With two-class classification we have a training set of $P$ points $\left\{ \left(\mathbf{x}_{p},y_{p}\right)\right\} _{p=1}^{P}$ - where $y_p$'s take on just two label values from $\{-1, +1\}$ - consisting of two classes which we would like to learn how to distinguish between automatically. As we saw in our discussion of logistic regression, in the simplest instance our two classes of data are largely separated by a hyperplane referred to as the decision boundary with each class (largely) lying on either side. Logistic regression determines such a decision boundary by fitting a nonlinear logistic regressor to the dataset, with the separating hyperplane falling out naturally where this logistic function pierces the $y = 0$ plane. Specifically, we saw how the decision boundary was formally given as a hyperplane
\begin{equation} \mathring{\mathbf{x}}^{T}\mathbf{w}^{\,} = 0 \end{equation}where we have used our familiar compact notation (appending a $1$ to the top of each input point)

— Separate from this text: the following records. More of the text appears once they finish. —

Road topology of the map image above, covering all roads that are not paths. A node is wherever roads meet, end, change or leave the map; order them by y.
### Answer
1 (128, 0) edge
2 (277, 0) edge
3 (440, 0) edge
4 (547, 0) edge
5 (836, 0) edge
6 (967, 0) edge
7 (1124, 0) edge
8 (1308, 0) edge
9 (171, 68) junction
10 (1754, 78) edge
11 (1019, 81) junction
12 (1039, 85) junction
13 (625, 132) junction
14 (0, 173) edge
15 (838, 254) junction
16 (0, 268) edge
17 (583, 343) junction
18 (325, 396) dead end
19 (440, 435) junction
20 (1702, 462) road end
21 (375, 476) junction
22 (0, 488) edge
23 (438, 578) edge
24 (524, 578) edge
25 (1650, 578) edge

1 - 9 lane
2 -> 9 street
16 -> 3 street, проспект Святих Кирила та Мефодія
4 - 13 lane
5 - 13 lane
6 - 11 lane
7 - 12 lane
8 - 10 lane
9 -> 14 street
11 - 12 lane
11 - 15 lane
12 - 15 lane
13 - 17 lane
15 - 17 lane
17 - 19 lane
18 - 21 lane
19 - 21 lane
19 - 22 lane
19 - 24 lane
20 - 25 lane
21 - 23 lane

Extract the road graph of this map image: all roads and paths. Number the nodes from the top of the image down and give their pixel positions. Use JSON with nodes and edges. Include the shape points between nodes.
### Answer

Using our familiar compact vector notation
\begin{equation} \mathbf{w}= \begin{bmatrix} w_{0}\\ w_{1}\\ w_{2}\\ \vdots\\ w_{N} \end{bmatrix} \,\,\,\,\,\text{and}\,\,\,\,\,\, \mathring{\mathbf{x}}= \begin{bmatrix} 1\\ x_{1}\\ x_{2}\\ \vdots\\ x_{N} \end{bmatrix}. \end{equation}In separating the two classes we saw how this implied - when hyperplane parameters $w_0$ and $\mathbf{w}$ were chosen well - that for most points in the dataset, those from class $+1$ lie on the positive side of the hyperplane while those with label $-1$ lie on the negative side of it, i.e.,
\begin{equation} \begin{array}{cc} \mathring{\mathbf{x}}_{p}^T\mathbf{w}^{\,} >0 & \,\,\,\,\text{if} \,\,\, y_{p}=+1\\ \mathring{\mathbf{x}}_{p}^T\mathbf{w}^{\,} <0 & \,\,\,\,\text{if} \,\,\, y_{p}=-1. \end{array} \end{equation}While the perceptron approach works within the same framework, its approach to determining the decision boundary is more direct. With the perceptron we aim to directly determine the decision boundary by building a cost function based on these ideal properties, and whose minimum provides optimal weights that reflect these properties as best as possible.

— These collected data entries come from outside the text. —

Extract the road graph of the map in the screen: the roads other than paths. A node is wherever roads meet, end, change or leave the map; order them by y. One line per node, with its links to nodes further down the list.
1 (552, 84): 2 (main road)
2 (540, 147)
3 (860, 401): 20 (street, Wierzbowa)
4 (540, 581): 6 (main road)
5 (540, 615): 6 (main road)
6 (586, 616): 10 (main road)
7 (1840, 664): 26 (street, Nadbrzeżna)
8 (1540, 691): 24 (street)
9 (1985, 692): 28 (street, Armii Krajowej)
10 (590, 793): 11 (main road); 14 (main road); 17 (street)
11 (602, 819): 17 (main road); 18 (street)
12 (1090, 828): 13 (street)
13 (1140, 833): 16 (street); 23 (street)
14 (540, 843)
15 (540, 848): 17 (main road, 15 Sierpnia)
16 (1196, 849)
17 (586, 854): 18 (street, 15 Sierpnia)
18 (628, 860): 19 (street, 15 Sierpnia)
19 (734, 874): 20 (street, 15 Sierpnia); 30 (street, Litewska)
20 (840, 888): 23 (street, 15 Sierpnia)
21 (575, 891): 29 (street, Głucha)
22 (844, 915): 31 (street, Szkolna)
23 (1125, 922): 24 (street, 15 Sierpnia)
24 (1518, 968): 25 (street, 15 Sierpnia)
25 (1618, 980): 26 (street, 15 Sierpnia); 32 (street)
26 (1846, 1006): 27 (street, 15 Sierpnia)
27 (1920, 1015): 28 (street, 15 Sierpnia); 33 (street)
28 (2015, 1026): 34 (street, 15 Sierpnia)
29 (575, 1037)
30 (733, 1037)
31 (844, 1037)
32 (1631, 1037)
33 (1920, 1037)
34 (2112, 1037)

Combining the ideal conditions above - much as we did when deriving how to predict the label value of a point with a trained logistic regressor - we can consolidate the ideal decision boundary conditions describing both classes below in a single equation as
\begin{equation} -\overset{\,}{y}_{p}\mathring{\mathbf{x}}_{p}^T\mathbf{w}^{\,} <0 \end{equation}Notice we can do so specifically because we chose the label values $y_p \in \{-1,+1\}$. Likewise by taking the maximum of this quantity and zero we can then write this condition, which states that a hyperplane correctly classifies the point $\mathbf{x}_{p}$, equivalently as
\begin{equation} \text{max}\left(0,\,-\overset{\,}{y}_{p}\mathring{\mathbf{x}}_{p}^T\mathbf{w}^{\,}\right)=0 \end{equation}Note that the expression $\text{max}\left(0,-\overset{\,}{y}_{p}\mathring{\mathbf{x}}_{p}^T\mathbf{w}^{\,}\right)$ is always nonnegative, since it returns zero if $\mathbf{x}_{p}$ is classified correctly, and returns a positive value if the point is classified incorrectly. It is also a rectified linear unit - first discussed in our series on the basics of mathematical functions - being the maximum of one quantity and zero.

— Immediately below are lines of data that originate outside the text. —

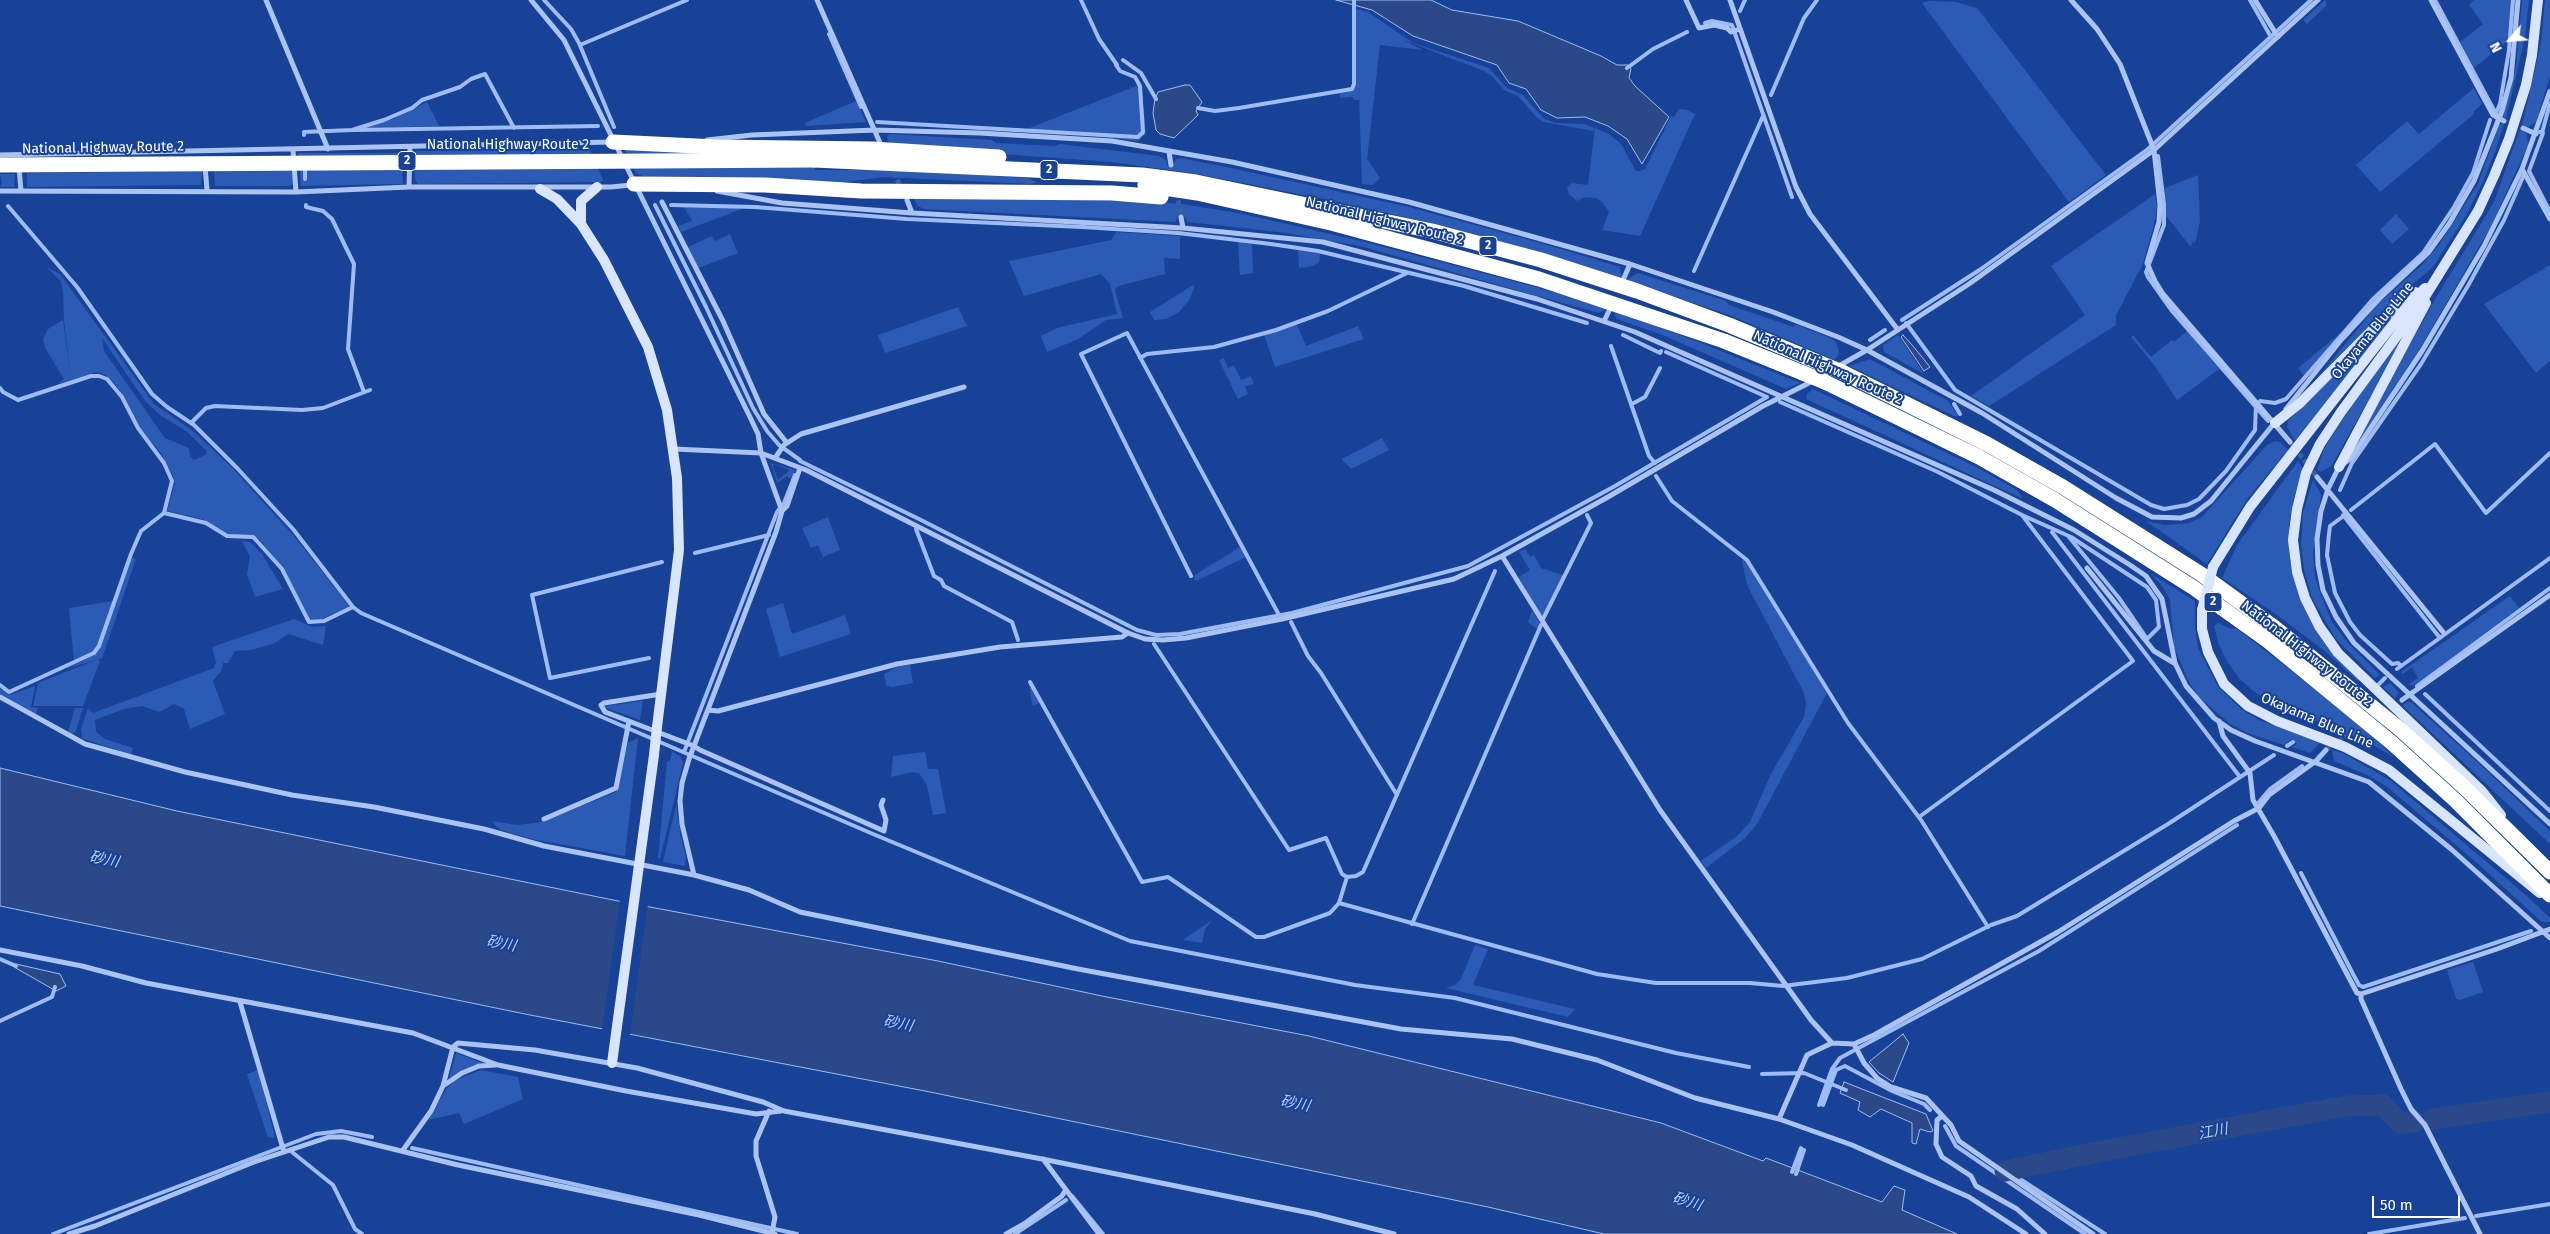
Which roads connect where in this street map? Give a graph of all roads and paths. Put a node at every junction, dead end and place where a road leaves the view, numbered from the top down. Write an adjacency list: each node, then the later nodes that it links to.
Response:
1 (266, 0): 25 (street)
2 (531, 0): 20 (street)
3 (817, 0): 18 (street)
4 (1686, 0): 12 (street)
5 (1730, 0): 12 (street)
6 (2071, 0): 23 (street)
7 (2255, 0): 13 (street)
8 (2318, 0): 13 (street)
9 (2432, 0): 15 (street)
10 (2518, 0): 15 (street)
11 (2538, 0): 54 (main road, Okayama Blue Line)
12 (1736, 30): 58 (street)
13 (2276, 35): 23 (street)
14 (2550, 91): 19 (street)
15 (2497, 120): 16 (street); 62 (street)
16 (2504, 121)
17 (2523, 128): 19 (street)
18 (875, 130): 21 (street); 22 (street); 28 (street)
19 (2536, 134): 34 (street)
20 (613, 142): 21 (highway); 24 (street); 36 (street)
21 (680, 144): 35 (highway)
22 (882, 144)
23 (2153, 147): 58 (street); 62 (street)
24 (410, 148): 25 (street); 38 (street)
25 (328, 149): 26 (street)
26 (293, 150): 27 (street); 44 (street)
27 (204, 152): 29 (street); 41 (street)
28 (1169, 152): 32 (street); 53 (street)
29 (18, 154): 30 (street); 43 (street)
30 (0, 155)
31 (0, 165): 33 (highway, National Highway Route 2 / 2, bridge)
32 (1171, 165)
33 (957, 166): 35 (highway, National Highway Route 2 / 2); 47 (highway, National Highway Route 2 / 2)
34 (2522, 169): 50 (street); 68 (street)
35 (1142, 174): 93 (highway, National Highway Route 2 / 2, bridge)
36 (634, 184): 37 (highway); 39 (street); 66 (street)
37 (681, 184): 47 (highway); 48 (street)
38 (410, 187): 40 (street); 44 (street)
39 (597, 188): 40 (street); 51 (main road)
40 (540, 189): 51 (main road)
41 (207, 190): 43 (street); 44 (street)
42 (0, 191): 43 (street)
43 (21, 191)
44 (296, 192)
45 (907, 200): 48 (street)
46 (662, 202): 64 (street)
47 (1258, 206): 97 (highway, National Highway Route 2 / 2, bridge)
48 (912, 213): 52 (street)
49 (1181, 217): 52 (street)
50 (2550, 220)
51 (581, 224): 65 (main road)
52 (1183, 228): 57 (street)
53 (1630, 264): 55 (street); 59 (street)
54 (2438, 275): 62 (main road); 68 (main road); 93 (main road, Okayama Blue Line); 98 (main road, Okayama Blue Line, bridge)
55 (1624, 278)
56 (1610, 309): 57 (street)
57 (1604, 321): 61 (street)
58 (1898, 330): 59 (street)
59 (1867, 350): 61 (street); 62 (street)
60 (964, 387): 64 (street)
61 (1783, 396): 73 (street); 78 (street)
62 (2275, 423): 63 (street)
63 (2290, 442)
64 (784, 446): 67 (street)
65 (674, 449): 66 (street); 79 (main road)
66 (761, 453): 67 (street); 72 (street)
67 (775, 458): 69 (street)
68 (2339, 467): 71 (street)
69 (800, 468): 72 (street); 77 (street)
70 (2318, 477): 71 (street)
71 (2328, 489): 76 (street); 80 (street)
72 (781, 509): 83 (street)
73 (1502, 556): 77 (street); 105 (street)
74 (2087, 568): 78 (street)
75 (2550, 595): 80 (street)
76 (2443, 632)
77 (1128, 633): 83 (street)
78 (2175, 663): 84 (street)
79 (662, 694): 85 (street); 94 (main road, bridge)
80 (2412, 695): 82 (street); 92 (street)
81 (0, 697): 94 (street)
82 (2402, 700)
83 (708, 710): 86 (street)
84 (2219, 721): 88 (street); 90 (street)
85 (629, 723): 86 (street); 91 (street)
86 (690, 744): 89 (street); 96 (street)
87 (2326, 750): 88 (street)
88 (2316, 761): 90 (street); 100 (street)
89 (883, 800)
90 (2259, 808): 103 (street); 107 (street)
91 (544, 819)
92 (2550, 824)
93 (2528, 849): 95 (highway, National Highway Route 2 / 2)
94 (639, 866): 96 (street); 108 (main road)
95 (2550, 872)
96 (694, 875): 115 (street)
97 (2550, 895)
98 (2550, 902)
99 (2550, 929): 100 (street)
100 (2543, 931): 101 (street); 103 (street)
101 (2550, 938)
102 (0, 950): 104 (street)
103 (2361, 994): 128 (street)
104 (240, 1002): 106 (street); 116 (street)
105 (1832, 1043): 107 (street); 115 (street)
106 (453, 1047): 108 (street); 109 (street); 110 (street)
107 (1856, 1048): 114 (street)
108 (612, 1063): 111 (street)
109 (498, 1065): 110 (street); 113 (street)
110 (444, 1086): 117 (street)
111 (771, 1106): 112 (street); 113 (street)
112 (784, 1111): 113 (street); 118 (street)
113 (768, 1113): 120 (street)
114 (1942, 1116): 126 (street); 127 (street)
115 (1779, 1119): 125 (street)
116 (283, 1148): 117 (street); 121 (street)
117 (403, 1150): 120 (street)
118 (1042, 1159): 119 (street); 124 (street)
119 (1065, 1191): 122 (street); 123 (street)
120 (773, 1231)
121 (69, 1234)
122 (1006, 1234)
123 (1099, 1234)
124 (1394, 1234)
125 (2026, 1234)
126 (2045, 1234)
127 (2093, 1234)
128 (2480, 1234)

This expression is useful not only because it characterizes the sort of linear decision boundary we wish to have, but more importantly by simply averaging this over all the points we have the non-negative cost function
whose minimum provides the ideal scenario for as many points as possible.
This cost function goes by many names such as the perceptron cost, the rectified linear unit cost (or ReLU cost for short), and the hinge cost (since when plotted a ReLU function looks like a hinge). This cost function is always convex but has only a single (discontinuous) derivative in each input dimension. This implies that we can only use gradient descent to minimize it as Newton's method requires a function to have a second derivative as well. Note that the ReLU cost also always has a trivial solution at $\mathbf{w} = \mathbf{0}$, since indeed $g\left(\mathbf{0}\right) = 0$, thus one may need to take care in practice to avoid finding it (or a point too close to it) accidentally.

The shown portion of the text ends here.